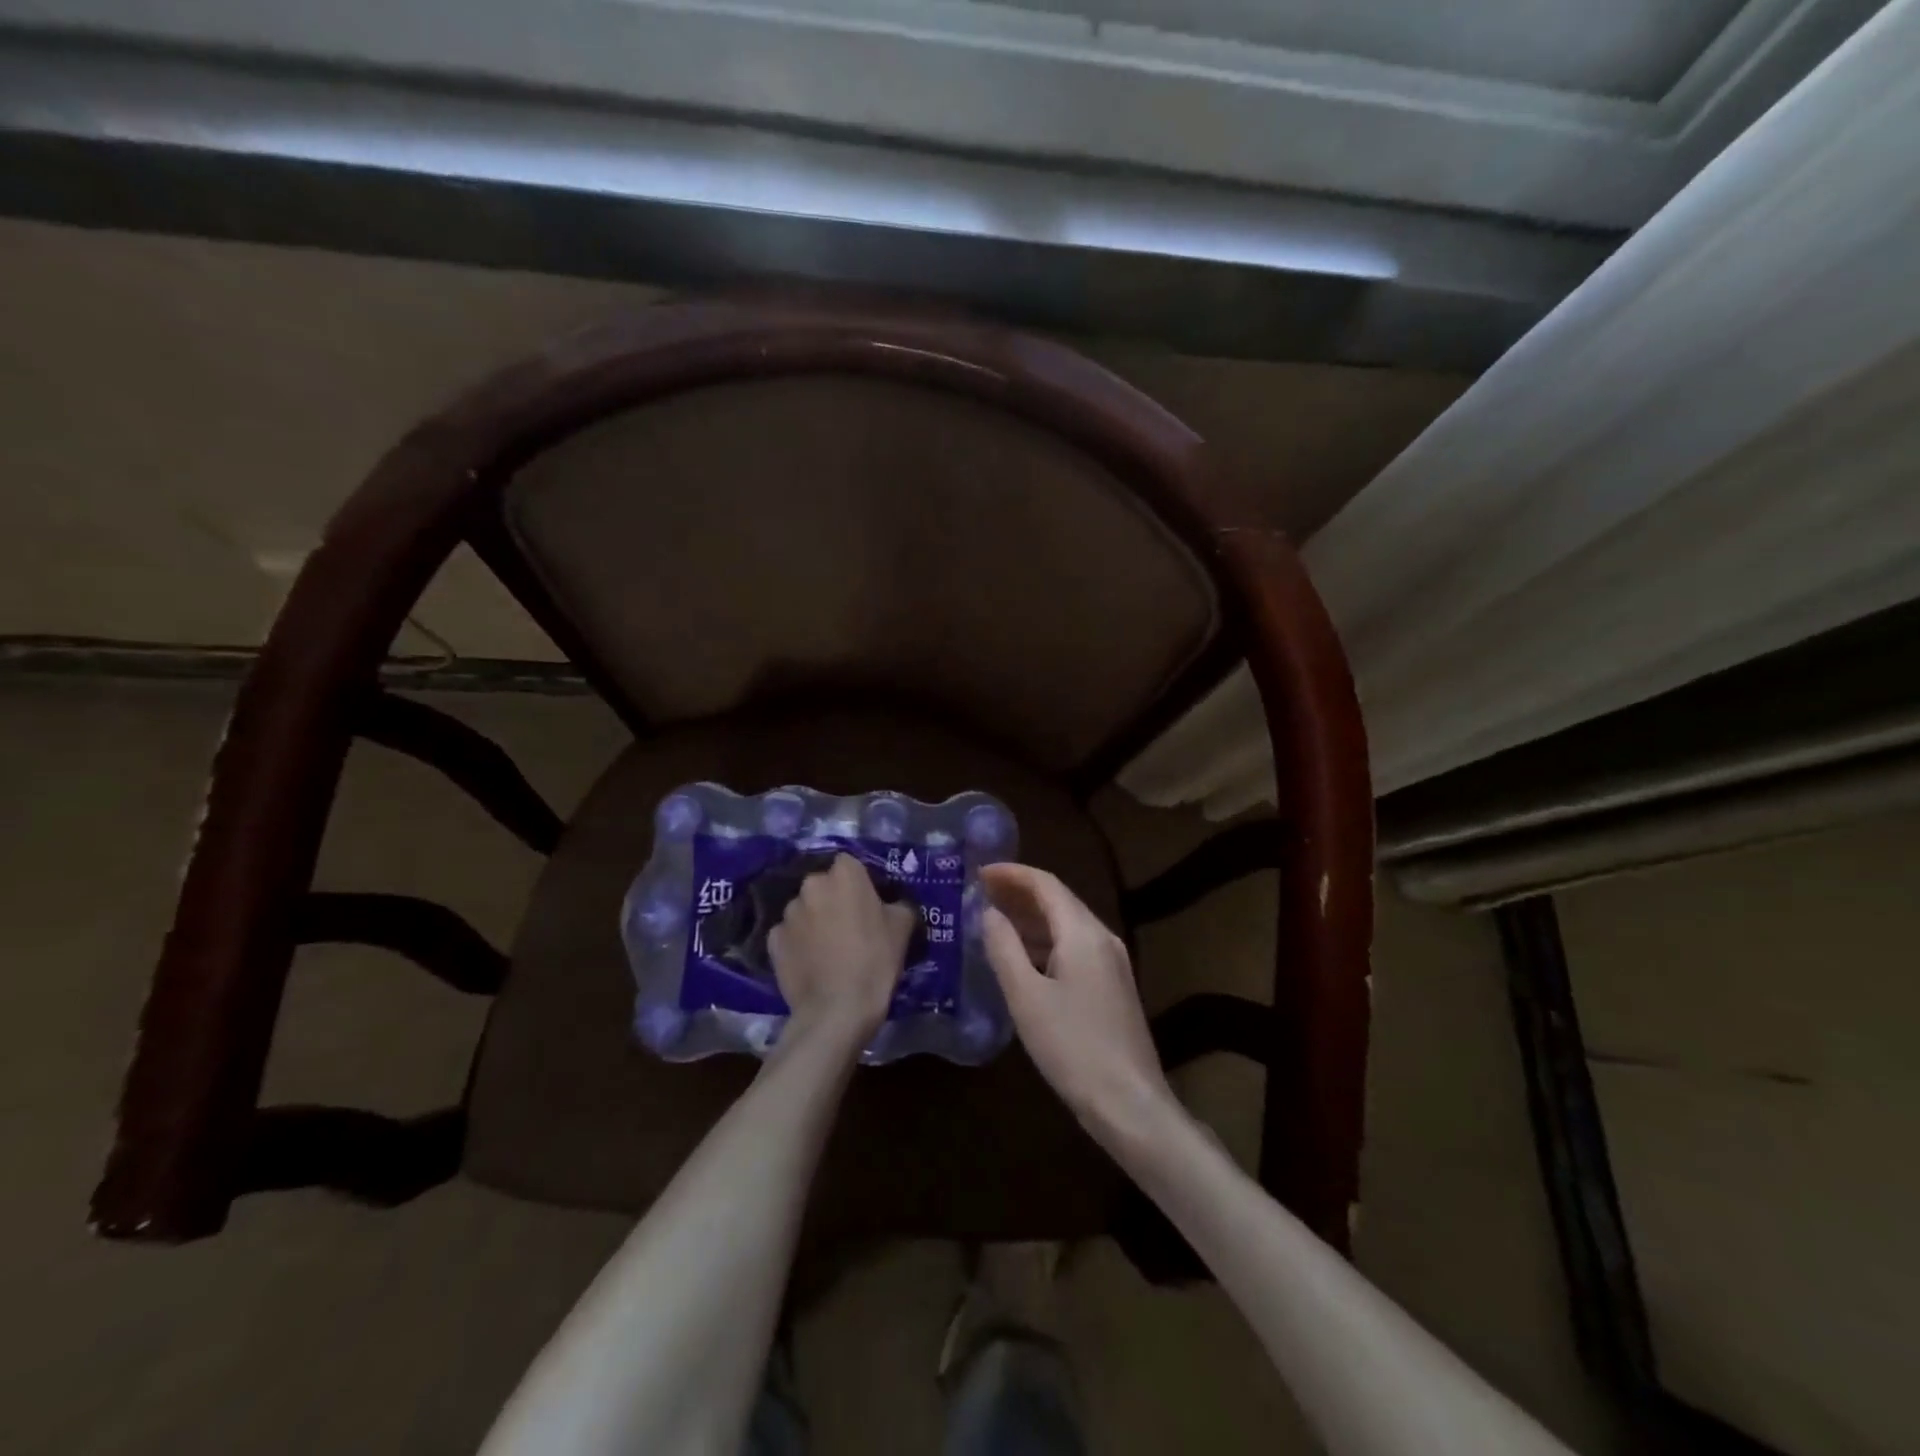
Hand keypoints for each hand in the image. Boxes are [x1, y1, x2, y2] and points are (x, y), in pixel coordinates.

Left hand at [768, 855, 915, 1048]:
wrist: (837, 1010)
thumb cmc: (875, 961)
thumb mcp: (903, 927)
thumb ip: (898, 904)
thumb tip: (891, 903)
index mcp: (844, 874)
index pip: (849, 863)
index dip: (858, 881)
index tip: (868, 901)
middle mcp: (811, 885)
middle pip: (824, 885)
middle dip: (833, 899)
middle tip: (849, 925)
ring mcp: (788, 913)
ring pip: (805, 909)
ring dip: (814, 920)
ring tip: (827, 948)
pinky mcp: (773, 940)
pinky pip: (789, 934)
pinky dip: (798, 942)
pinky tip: (810, 962)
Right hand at [980, 863, 1175, 1143]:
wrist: (1129, 1103)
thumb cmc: (1072, 1047)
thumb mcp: (1026, 997)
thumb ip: (1004, 948)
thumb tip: (988, 913)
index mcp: (1083, 932)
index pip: (1046, 884)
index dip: (1011, 873)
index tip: (977, 872)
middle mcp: (1101, 937)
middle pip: (1058, 900)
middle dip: (1018, 892)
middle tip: (979, 893)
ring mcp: (1110, 962)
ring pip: (1066, 925)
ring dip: (1030, 918)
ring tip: (992, 919)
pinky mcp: (1111, 986)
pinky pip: (1073, 948)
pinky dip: (1043, 943)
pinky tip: (1021, 957)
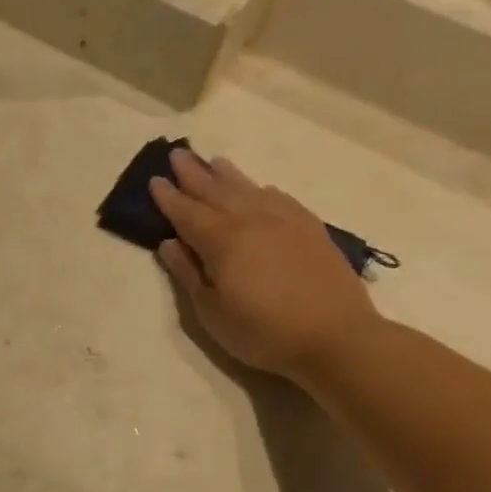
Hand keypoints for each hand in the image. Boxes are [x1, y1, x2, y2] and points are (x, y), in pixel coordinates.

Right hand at [150, 147, 379, 380]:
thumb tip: (169, 244)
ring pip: (248, 189)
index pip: (186, 212)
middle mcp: (251, 220)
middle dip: (193, 173)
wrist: (336, 337)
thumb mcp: (211, 312)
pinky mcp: (310, 229)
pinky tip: (259, 188)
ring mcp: (285, 221)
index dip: (168, 197)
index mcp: (222, 240)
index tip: (154, 180)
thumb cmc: (263, 331)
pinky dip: (261, 189)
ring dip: (226, 174)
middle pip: (215, 191)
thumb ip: (188, 274)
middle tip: (177, 154)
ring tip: (212, 161)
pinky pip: (279, 198)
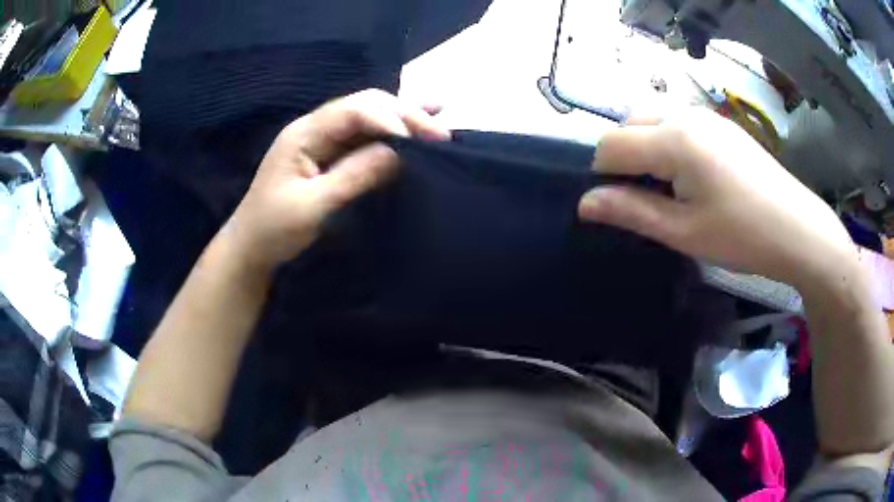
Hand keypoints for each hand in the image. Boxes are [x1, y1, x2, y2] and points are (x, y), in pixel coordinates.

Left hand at [222, 89, 449, 270]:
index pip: (353, 112)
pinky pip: (366, 134)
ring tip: (440, 119)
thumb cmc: (274, 229)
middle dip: (404, 115)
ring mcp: (323, 139)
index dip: (390, 120)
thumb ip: (352, 176)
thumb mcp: (312, 207)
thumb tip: (398, 153)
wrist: (251, 246)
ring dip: (404, 116)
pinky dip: (393, 128)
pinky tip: (417, 119)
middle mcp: (316, 127)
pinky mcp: (331, 153)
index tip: (421, 142)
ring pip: (370, 116)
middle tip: (440, 135)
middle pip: (365, 105)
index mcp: (304, 134)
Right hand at [578, 108, 857, 289]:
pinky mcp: (720, 124)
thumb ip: (631, 211)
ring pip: (652, 118)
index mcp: (674, 139)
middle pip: (629, 123)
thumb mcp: (683, 232)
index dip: (603, 176)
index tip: (619, 207)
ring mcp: (705, 115)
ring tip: (668, 186)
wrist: (797, 229)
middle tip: (645, 198)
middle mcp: (684, 114)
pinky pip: (677, 121)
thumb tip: (585, 204)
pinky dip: (668, 142)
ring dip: (645, 147)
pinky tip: (691, 174)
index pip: (611, 144)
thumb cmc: (742, 235)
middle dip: (624, 157)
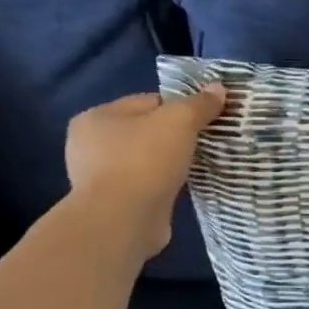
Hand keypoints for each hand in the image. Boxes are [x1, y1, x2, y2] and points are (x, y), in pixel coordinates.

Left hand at [64, 85, 225, 258]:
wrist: (123, 220)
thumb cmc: (145, 160)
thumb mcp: (180, 121)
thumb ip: (200, 104)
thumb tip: (218, 88)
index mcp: (97, 117)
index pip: (148, 102)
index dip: (180, 107)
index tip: (205, 120)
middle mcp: (90, 144)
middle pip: (146, 130)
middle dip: (174, 136)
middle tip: (204, 143)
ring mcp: (99, 177)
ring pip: (146, 159)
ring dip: (168, 163)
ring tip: (196, 166)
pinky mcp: (112, 203)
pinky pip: (145, 184)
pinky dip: (162, 184)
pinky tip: (181, 188)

### Problem:
From the records above, print only the lines between the one holding "middle dip: (193, 173)" and the one holding "pinky pip: (279, 198)", inclusive, exactly as they stand.

### Exercise result:
middle dip: (193, 173)
wrist: (336, 337)
thumb mcp: (211, 312)
pinky mcp: (310, 229)
pinky tip: (259, 188)
ring mcp: (285, 221)
index dip: (168, 197)
index mcp: (222, 240)
index tip: (154, 180)
thumb cmc: (263, 331)
pinky dip: (261, 189)
ring dip: (226, 174)
middle pip: (215, 191)
thumb ip: (188, 274)
middle tip: (177, 154)
ring tip: (212, 161)
pinky pip: (279, 198)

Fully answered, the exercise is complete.